==== Data extract

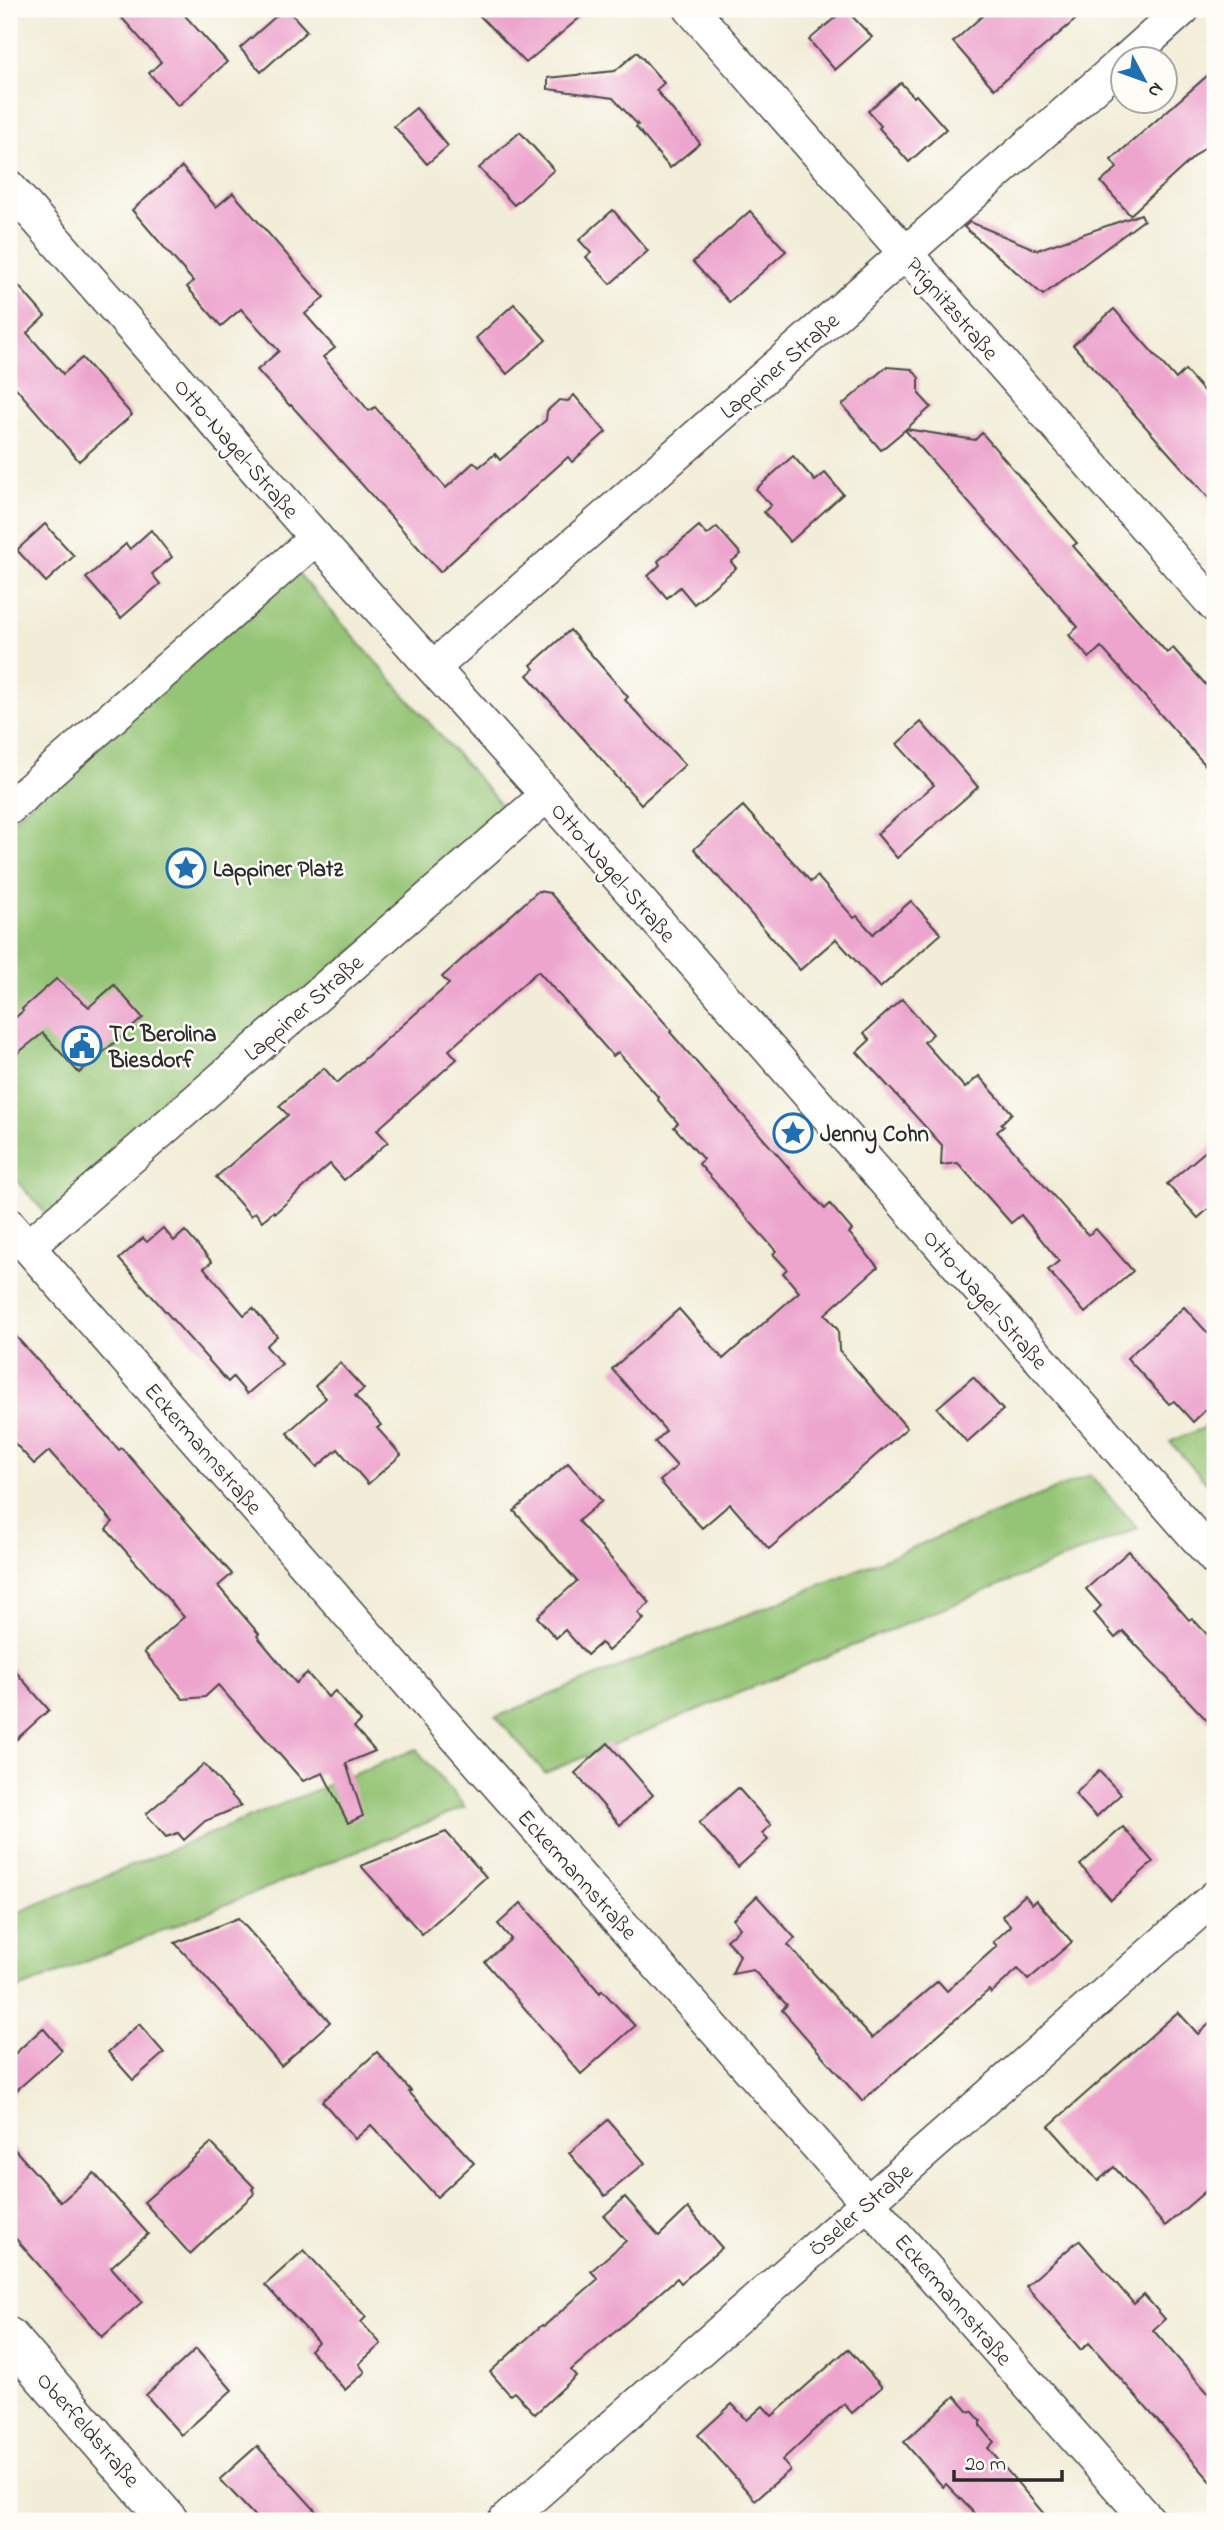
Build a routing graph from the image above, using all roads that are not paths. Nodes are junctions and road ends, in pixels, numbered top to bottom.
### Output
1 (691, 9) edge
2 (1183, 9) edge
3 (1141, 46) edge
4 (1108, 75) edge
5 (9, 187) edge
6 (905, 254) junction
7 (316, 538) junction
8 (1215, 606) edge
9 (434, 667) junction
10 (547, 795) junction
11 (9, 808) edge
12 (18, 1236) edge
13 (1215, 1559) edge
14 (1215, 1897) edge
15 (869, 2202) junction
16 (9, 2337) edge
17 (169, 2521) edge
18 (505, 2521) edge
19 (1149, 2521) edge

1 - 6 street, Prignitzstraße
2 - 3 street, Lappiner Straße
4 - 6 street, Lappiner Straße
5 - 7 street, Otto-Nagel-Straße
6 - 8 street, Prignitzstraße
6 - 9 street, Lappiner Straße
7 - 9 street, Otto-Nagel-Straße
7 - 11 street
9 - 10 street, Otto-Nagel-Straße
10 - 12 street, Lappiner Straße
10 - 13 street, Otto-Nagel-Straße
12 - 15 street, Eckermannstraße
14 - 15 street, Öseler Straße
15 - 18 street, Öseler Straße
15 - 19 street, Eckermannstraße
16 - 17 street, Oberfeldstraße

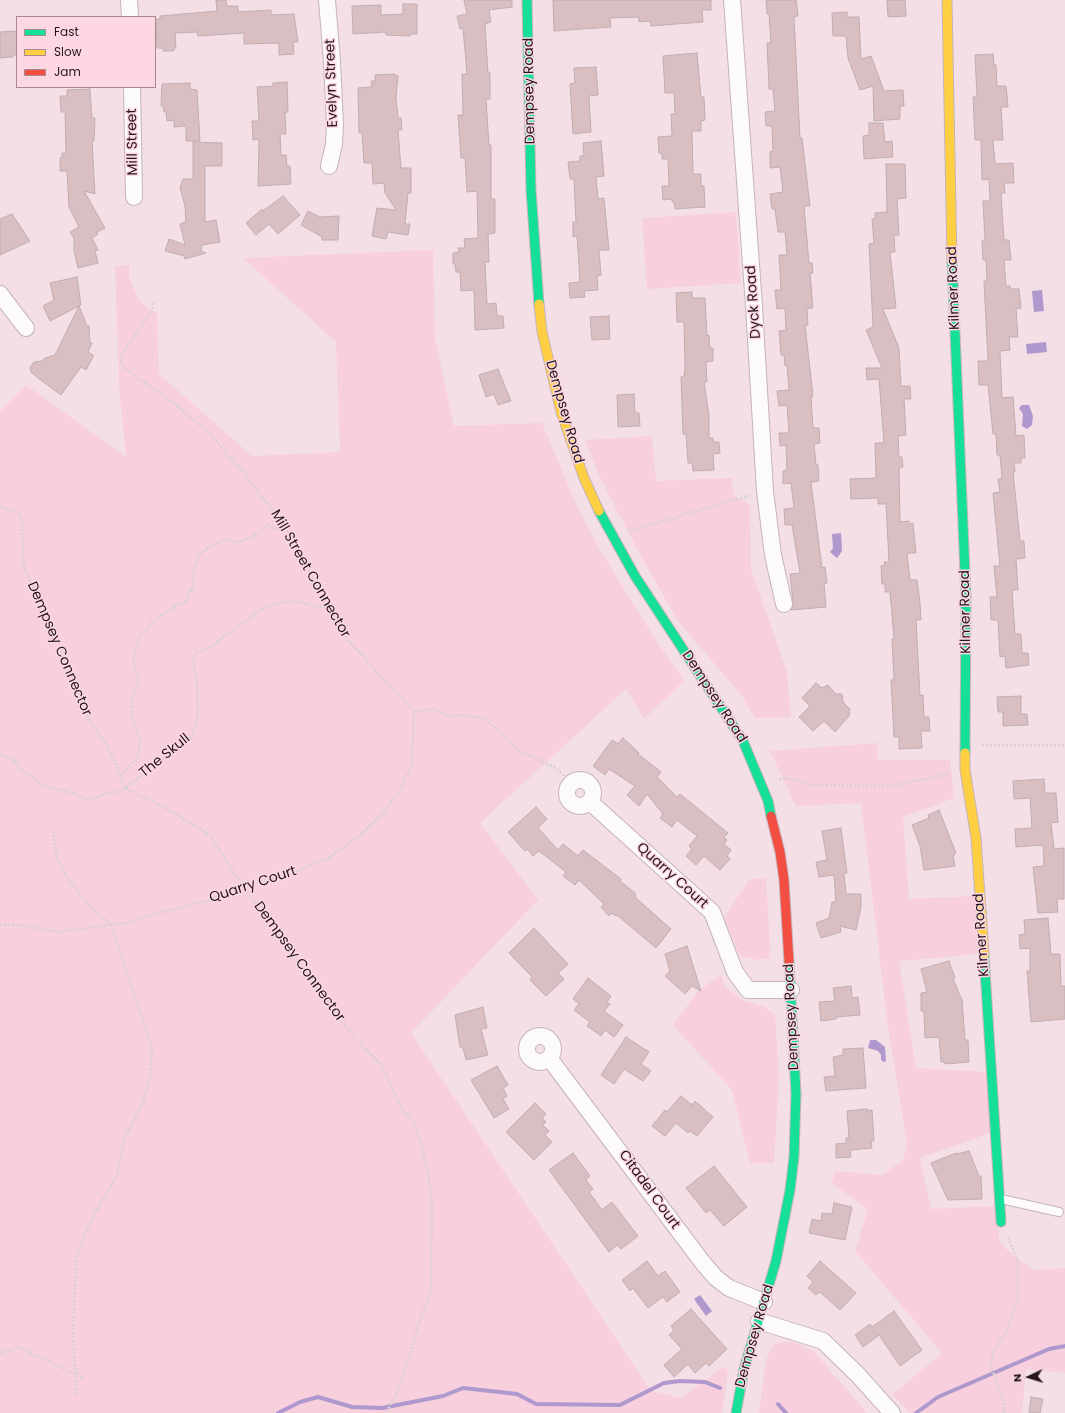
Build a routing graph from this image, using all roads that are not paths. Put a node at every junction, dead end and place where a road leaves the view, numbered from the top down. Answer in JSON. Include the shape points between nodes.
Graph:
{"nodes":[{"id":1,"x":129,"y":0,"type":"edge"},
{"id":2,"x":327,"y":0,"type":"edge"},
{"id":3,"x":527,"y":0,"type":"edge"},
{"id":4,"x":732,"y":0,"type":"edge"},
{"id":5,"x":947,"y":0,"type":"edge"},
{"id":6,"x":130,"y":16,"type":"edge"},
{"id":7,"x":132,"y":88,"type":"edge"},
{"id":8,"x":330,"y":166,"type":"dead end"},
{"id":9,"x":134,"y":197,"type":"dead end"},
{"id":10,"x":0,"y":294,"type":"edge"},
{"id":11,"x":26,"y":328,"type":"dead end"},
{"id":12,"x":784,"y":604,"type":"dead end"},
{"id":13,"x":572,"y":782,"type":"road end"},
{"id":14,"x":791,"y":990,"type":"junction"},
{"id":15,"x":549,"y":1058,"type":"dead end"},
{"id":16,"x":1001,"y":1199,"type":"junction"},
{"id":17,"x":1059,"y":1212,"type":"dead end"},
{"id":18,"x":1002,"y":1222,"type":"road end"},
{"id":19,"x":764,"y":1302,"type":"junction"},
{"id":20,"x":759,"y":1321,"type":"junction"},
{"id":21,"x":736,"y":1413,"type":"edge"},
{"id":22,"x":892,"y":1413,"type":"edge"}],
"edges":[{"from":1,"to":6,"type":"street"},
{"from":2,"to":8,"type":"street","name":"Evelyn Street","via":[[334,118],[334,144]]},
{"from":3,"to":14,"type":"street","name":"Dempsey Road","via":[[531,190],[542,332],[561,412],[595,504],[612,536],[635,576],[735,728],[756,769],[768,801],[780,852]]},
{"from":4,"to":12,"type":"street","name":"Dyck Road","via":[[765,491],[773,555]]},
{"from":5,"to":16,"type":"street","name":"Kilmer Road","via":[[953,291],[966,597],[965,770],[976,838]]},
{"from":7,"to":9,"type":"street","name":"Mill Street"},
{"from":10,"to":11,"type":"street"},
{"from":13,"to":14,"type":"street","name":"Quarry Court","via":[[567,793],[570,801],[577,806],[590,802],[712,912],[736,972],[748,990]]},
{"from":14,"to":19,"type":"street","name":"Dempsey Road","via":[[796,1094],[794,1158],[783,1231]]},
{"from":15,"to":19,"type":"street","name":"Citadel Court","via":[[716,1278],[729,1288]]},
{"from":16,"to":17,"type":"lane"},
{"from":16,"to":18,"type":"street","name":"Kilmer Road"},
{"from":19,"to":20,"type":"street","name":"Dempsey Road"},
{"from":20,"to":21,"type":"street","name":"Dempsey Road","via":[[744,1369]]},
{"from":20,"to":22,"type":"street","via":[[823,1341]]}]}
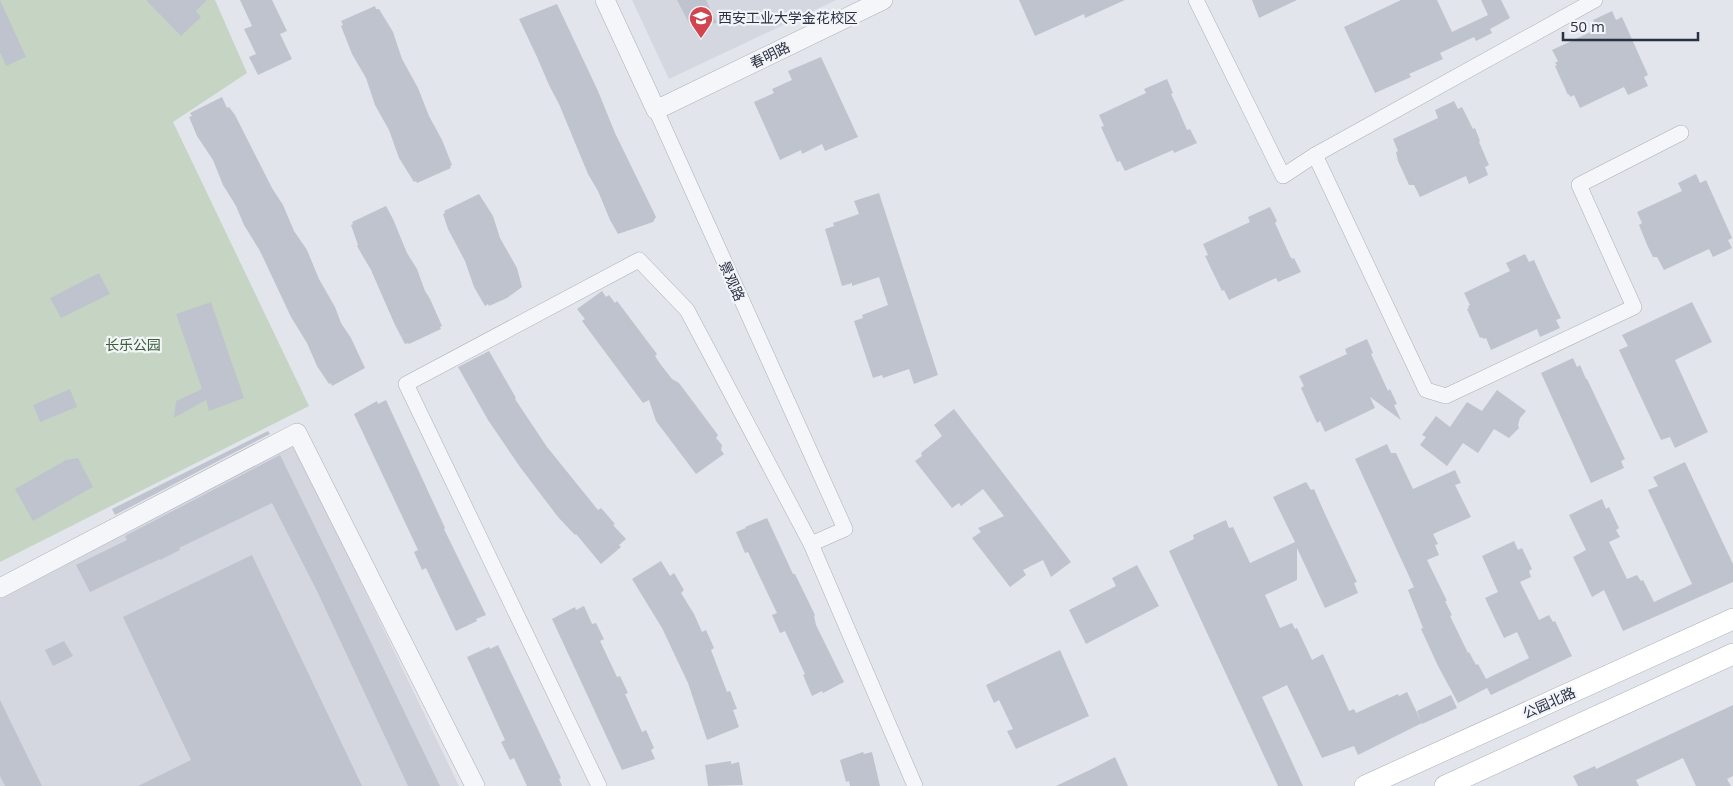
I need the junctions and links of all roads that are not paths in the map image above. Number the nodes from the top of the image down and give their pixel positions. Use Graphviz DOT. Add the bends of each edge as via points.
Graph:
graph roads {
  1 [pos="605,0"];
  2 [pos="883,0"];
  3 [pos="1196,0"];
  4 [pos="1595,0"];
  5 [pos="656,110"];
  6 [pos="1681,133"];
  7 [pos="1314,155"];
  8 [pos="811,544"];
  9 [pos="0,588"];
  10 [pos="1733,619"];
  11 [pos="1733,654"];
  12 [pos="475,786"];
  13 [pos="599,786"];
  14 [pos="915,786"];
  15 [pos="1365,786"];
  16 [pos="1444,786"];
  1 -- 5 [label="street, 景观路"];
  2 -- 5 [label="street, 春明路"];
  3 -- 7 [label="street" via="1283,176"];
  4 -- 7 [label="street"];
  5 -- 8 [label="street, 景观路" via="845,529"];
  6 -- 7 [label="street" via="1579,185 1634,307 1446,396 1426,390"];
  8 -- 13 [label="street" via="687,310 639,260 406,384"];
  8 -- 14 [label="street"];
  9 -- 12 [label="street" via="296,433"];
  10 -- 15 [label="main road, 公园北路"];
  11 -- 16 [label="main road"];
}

========

▶ [Activity] Where the string "Eckermannstraße" occurs in the data, return the whole line.

▶ [Completed exercise]
12 - 15 street, Eckermannstraße
15 - 19 street, Eckermannstraße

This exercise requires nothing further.